What you should do ▸ Copy each entry precisely as written, and do not carry over the pictures.

(Items listed in a dataset)
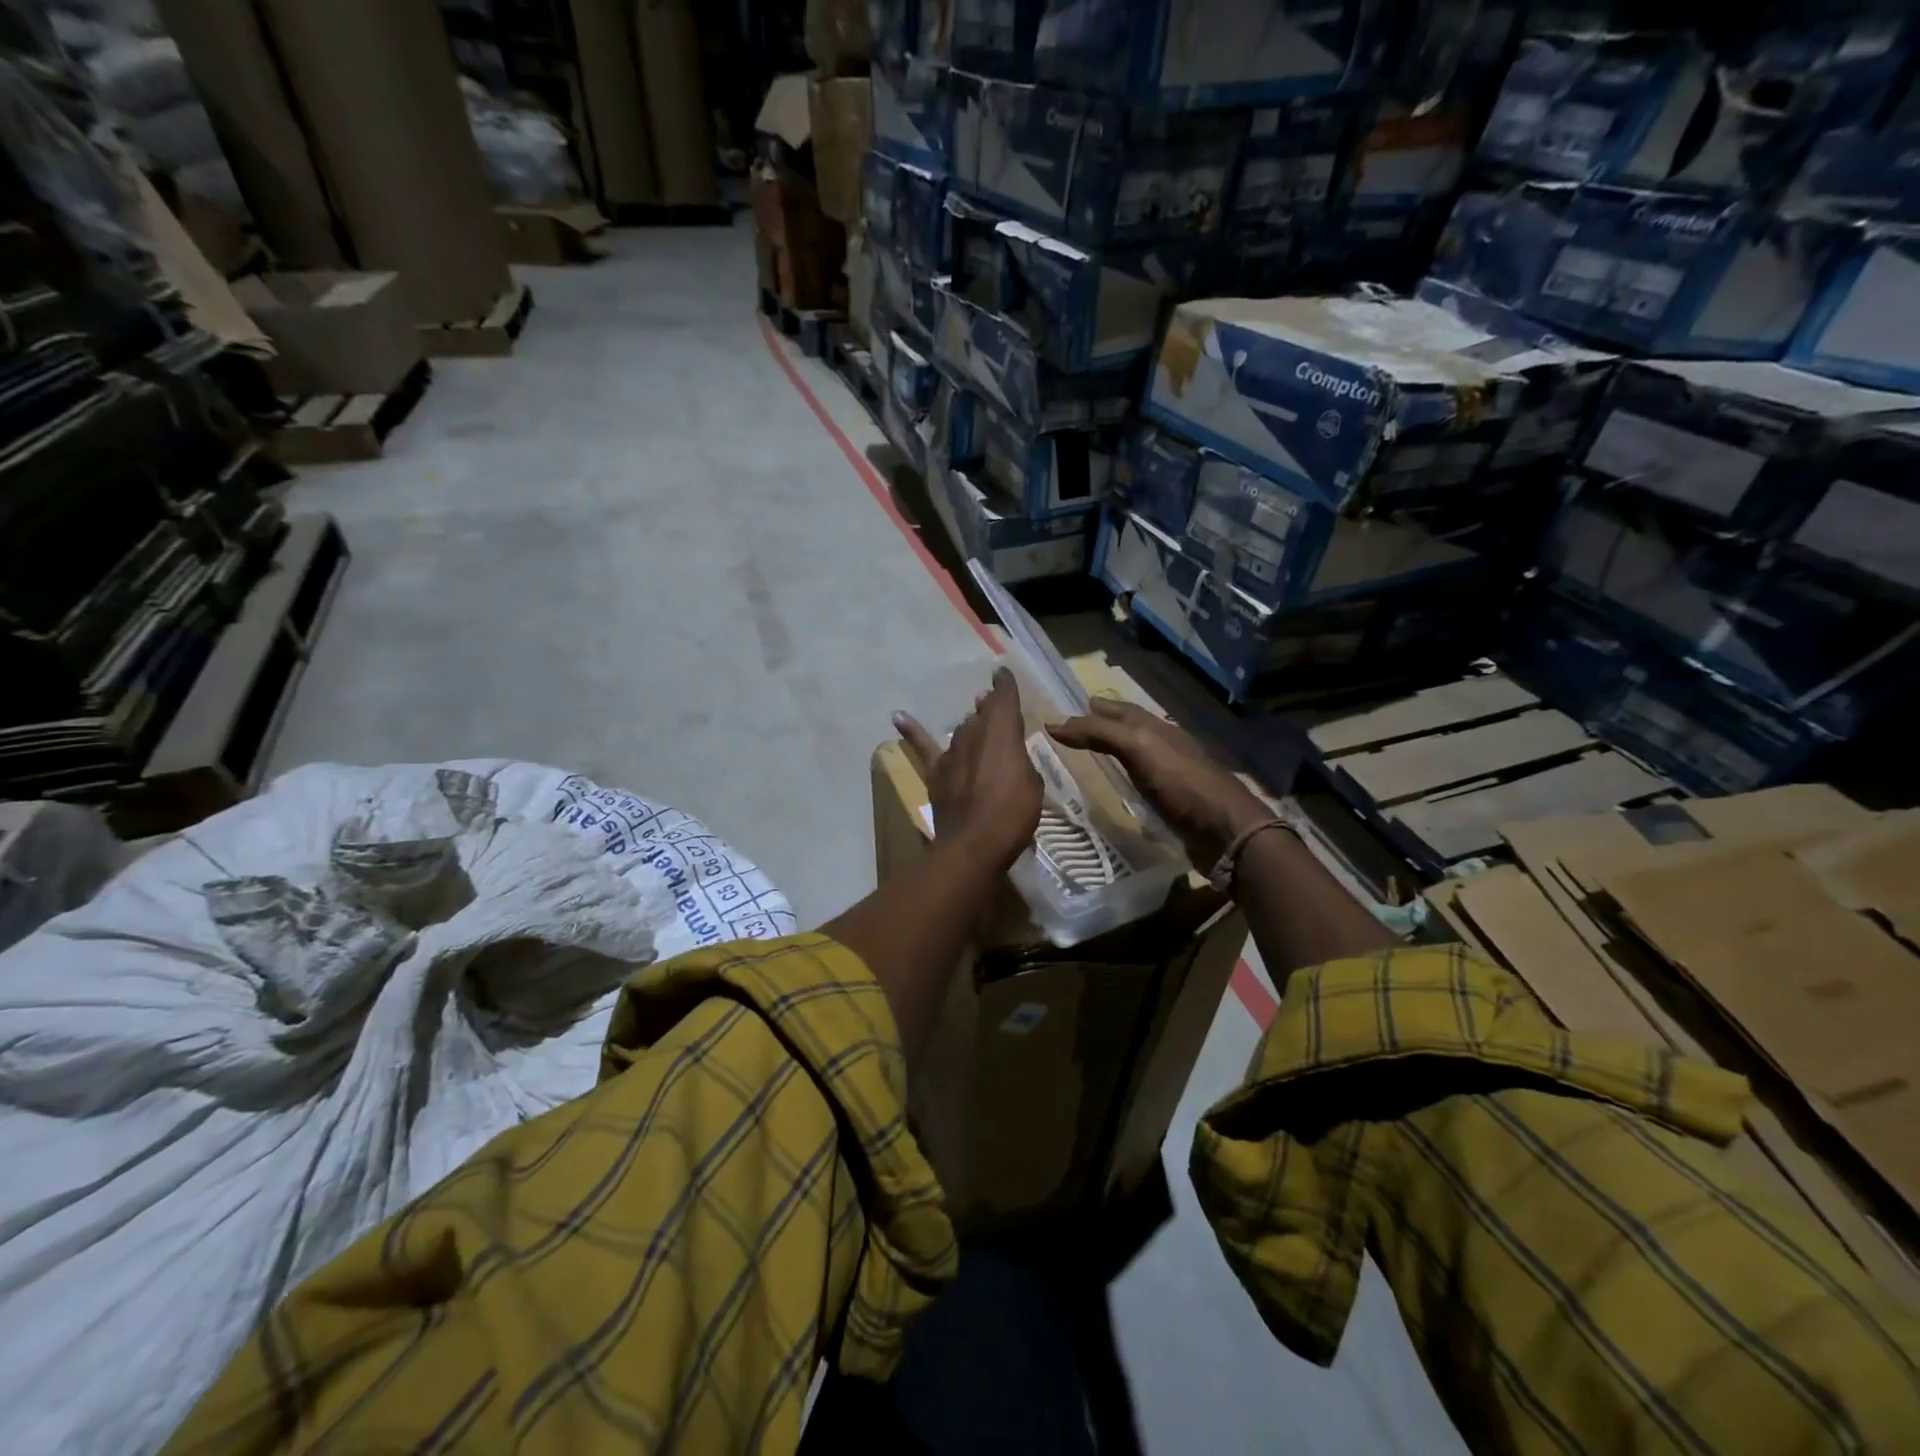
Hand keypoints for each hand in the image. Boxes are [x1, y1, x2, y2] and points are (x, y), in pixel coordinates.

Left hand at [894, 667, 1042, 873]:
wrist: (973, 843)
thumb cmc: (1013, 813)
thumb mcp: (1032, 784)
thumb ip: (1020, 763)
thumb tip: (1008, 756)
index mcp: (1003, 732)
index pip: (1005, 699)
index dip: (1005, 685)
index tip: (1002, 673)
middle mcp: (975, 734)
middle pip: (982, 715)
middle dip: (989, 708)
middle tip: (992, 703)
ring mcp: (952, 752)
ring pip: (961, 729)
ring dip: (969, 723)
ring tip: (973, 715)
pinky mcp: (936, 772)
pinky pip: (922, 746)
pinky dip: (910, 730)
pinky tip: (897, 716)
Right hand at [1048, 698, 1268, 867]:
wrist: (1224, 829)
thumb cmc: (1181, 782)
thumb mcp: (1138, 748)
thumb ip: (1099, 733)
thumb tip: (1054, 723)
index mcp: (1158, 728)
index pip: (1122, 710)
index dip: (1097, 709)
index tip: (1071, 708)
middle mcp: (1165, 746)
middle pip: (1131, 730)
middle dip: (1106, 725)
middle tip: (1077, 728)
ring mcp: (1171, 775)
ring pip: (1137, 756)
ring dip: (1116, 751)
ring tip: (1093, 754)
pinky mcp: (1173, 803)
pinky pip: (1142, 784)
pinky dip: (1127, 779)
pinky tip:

Solution ▸
Hand keypoints for each hand in the image. Boxes are [x1, y1, x2, y2] and points are (x, y), in pixel coordinates.

Left hand at [894, 667, 1042, 873]:
wrist: (973, 843)
thumb cmc: (1013, 813)
thumb mcp: (1032, 784)
thumb ip: (1020, 763)
thumb tip: (1008, 756)
index mcp: (1003, 732)
index pip: (1005, 699)
index dip: (1005, 685)
index tip: (1002, 673)
middle mcp: (975, 734)
middle pip: (982, 715)
middle dip: (989, 708)
middle tip: (992, 703)
ring mcp: (952, 752)
ring pip: (961, 729)
ring dip: (969, 723)
ring tip: (973, 715)
pinky mcp: (936, 772)
pinky pip: (922, 746)
pinky dip: (910, 730)
pinky tip: (897, 716)
Right hand at [1048, 698, 1268, 867]:
wrist: (1224, 829)
thumb cmc: (1181, 782)
thumb mcp: (1138, 748)
thumb ip: (1099, 733)
thumb tip: (1054, 723)
index mcp: (1158, 728)
index pip: (1122, 710)
index dip: (1097, 709)
index tip: (1071, 708)
middle mcp: (1165, 746)
middle pip: (1131, 730)
middle dip: (1106, 725)
middle tip: (1077, 728)
ring mcp: (1171, 775)
ring pip: (1137, 756)
ring dip: (1116, 751)
ring tip: (1093, 754)
pinky mcp: (1173, 803)
pinky pip: (1142, 784)
pinky dip: (1127, 779)
pinky tip:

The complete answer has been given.